Efficient synthesis of quaternary piezo-photonic materials for pressure visualization and E-signature anti-counterfeiting

CaZnOS-based quaternary mechanoluminescent materials are prepared via a rapid one-step microwave-assisted solid-state synthesis. Notably, it only takes a total synthesis duration of 20 min for a variety of dopant ions and variable compositions, and the presence of bright host emission is induced by this approach, which offers a potential for advanced E-signature anti-counterfeiting and on-demand information identification applications. [Display omitted] •a total synthesis duration of 20-minute microwave radiation can greatly facilitate the efficient preparation of CaZnOS-based quaternary ML materials.•bright host emission from the CaZnOS matrix was induced by this MASS approach.•pressure visualization, and individualized E-signature anti-counterfeiting applications were demonstrated. Mechanoluminescence (ML) offers a novel approach to photon emissions without requiring extra electrical input. In recent decade, a variety of ML materials have afforded advantageous prospect for various potential applications. Nevertheless, the material composition optimization and application progress are limited by the time-consuming and complicated preparation methods.
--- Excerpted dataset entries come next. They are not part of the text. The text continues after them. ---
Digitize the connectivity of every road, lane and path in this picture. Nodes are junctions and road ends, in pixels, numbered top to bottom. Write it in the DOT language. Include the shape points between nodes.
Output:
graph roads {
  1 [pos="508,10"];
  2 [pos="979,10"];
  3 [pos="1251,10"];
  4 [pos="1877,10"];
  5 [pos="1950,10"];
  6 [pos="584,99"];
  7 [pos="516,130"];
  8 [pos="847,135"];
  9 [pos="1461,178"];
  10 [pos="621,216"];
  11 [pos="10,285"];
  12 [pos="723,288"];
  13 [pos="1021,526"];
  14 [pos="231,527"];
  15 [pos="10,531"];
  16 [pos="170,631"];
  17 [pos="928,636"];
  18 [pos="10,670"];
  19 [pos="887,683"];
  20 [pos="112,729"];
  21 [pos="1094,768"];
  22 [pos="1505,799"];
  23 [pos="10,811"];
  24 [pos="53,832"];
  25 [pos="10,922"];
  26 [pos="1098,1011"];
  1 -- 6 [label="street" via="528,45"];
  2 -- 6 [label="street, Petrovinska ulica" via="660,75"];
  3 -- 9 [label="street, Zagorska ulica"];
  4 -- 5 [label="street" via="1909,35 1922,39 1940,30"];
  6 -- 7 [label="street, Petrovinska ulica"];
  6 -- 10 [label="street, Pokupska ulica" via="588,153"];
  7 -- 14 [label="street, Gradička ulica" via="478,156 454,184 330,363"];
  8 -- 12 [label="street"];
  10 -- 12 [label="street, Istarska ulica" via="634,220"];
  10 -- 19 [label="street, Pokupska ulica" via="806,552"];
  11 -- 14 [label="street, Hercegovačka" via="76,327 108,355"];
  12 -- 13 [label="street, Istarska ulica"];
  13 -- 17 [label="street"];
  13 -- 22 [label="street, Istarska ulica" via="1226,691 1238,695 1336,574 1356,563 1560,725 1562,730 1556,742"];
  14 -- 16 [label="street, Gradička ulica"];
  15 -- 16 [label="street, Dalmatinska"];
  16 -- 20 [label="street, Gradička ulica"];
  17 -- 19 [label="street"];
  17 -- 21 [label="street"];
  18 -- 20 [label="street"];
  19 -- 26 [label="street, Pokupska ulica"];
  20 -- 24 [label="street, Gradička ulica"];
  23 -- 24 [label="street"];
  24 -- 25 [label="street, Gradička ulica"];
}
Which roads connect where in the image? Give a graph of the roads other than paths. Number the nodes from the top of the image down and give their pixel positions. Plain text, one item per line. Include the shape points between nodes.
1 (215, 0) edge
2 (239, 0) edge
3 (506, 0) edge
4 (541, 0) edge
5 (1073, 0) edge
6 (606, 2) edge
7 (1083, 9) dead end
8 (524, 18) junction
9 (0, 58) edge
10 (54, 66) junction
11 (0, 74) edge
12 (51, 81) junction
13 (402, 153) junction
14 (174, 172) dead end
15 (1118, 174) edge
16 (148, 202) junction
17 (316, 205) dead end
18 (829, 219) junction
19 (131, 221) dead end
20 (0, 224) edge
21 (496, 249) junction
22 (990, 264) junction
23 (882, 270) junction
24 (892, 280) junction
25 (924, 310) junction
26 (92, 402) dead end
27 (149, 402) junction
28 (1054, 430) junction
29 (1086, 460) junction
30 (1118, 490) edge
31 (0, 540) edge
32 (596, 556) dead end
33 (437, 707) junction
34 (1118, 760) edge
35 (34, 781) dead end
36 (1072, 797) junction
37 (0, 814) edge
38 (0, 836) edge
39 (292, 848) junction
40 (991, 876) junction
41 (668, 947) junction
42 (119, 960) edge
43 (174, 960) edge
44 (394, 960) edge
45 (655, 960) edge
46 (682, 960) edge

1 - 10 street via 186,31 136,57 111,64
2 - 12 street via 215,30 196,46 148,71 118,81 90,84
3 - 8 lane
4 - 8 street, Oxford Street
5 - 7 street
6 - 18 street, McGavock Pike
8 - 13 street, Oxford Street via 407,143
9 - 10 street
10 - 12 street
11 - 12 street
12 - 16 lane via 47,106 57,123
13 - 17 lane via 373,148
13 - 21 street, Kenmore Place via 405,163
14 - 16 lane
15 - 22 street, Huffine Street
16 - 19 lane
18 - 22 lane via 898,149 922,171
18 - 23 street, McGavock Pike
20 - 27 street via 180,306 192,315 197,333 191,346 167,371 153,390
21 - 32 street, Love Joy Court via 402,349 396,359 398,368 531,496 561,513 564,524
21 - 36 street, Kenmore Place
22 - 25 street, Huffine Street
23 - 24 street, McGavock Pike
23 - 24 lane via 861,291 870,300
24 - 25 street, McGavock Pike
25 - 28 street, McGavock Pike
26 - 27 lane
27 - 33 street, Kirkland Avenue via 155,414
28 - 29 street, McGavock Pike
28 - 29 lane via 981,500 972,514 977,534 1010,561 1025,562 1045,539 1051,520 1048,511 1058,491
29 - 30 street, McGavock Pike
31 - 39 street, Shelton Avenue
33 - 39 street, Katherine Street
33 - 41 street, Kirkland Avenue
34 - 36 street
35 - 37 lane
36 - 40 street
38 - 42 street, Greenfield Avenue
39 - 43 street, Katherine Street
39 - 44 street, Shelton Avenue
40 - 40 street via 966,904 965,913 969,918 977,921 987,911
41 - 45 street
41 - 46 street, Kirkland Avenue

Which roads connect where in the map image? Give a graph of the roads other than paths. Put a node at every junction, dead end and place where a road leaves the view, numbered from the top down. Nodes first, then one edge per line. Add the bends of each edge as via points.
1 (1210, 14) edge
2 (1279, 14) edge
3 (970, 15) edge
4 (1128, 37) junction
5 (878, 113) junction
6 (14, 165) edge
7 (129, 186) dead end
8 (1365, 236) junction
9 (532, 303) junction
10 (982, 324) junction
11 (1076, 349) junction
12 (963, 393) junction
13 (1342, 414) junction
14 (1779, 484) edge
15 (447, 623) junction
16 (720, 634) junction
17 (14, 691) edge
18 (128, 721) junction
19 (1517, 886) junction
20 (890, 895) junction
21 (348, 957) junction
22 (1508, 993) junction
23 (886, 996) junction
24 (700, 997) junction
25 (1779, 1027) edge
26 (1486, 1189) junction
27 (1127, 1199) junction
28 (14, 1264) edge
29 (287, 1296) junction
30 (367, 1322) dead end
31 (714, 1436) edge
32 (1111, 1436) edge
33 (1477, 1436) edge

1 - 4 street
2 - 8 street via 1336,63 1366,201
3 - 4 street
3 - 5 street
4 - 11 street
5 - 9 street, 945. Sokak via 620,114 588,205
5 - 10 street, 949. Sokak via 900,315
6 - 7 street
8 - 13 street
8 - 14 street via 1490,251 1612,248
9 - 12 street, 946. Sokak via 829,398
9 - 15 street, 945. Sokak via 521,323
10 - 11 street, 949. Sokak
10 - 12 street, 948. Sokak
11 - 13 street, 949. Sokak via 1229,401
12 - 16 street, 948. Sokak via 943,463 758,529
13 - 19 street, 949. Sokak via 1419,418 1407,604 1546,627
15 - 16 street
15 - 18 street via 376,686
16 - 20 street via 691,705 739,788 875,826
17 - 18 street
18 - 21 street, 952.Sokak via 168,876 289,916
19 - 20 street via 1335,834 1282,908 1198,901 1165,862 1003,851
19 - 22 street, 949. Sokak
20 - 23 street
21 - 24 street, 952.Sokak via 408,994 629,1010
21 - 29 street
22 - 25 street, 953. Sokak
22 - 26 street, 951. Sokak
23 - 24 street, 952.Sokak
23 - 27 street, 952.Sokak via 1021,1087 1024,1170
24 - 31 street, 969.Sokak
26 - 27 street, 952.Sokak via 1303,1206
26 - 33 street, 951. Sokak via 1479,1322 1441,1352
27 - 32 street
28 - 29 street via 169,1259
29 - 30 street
Here, a one-step rapid microwave-assisted solid-state (MASS) synthesis approach is firstly employed for the preparation of CaZnOS-based quaternary ML materials with lanthanide/transition metal dopants and variable compositions. Notably, this method only takes a total synthesis duration of 20-minute microwave radiation, which can greatly facilitate the efficient preparation of a variety of ML materials. Moreover, bright host emission from the CaZnOS matrix is unexpectedly induced, providing a new opportunity for manipulating multicolor luminescence. Finally, we have proposed that the people’s writing characteristics can be analyzed by using these ML materials, which offers a great potential for pressure visualization, individualized E-signature anti-counterfeiting applications and beyond. This work not only provides a facile one-step synthesis method for the preparation of CaZnOS-based quaternary ML materials that featuring unique host emission, but also suggests the ML materials to be applied in advanced E-signature and on-demand information identification applications, which is of significance for integrated optoelectronic devices in future.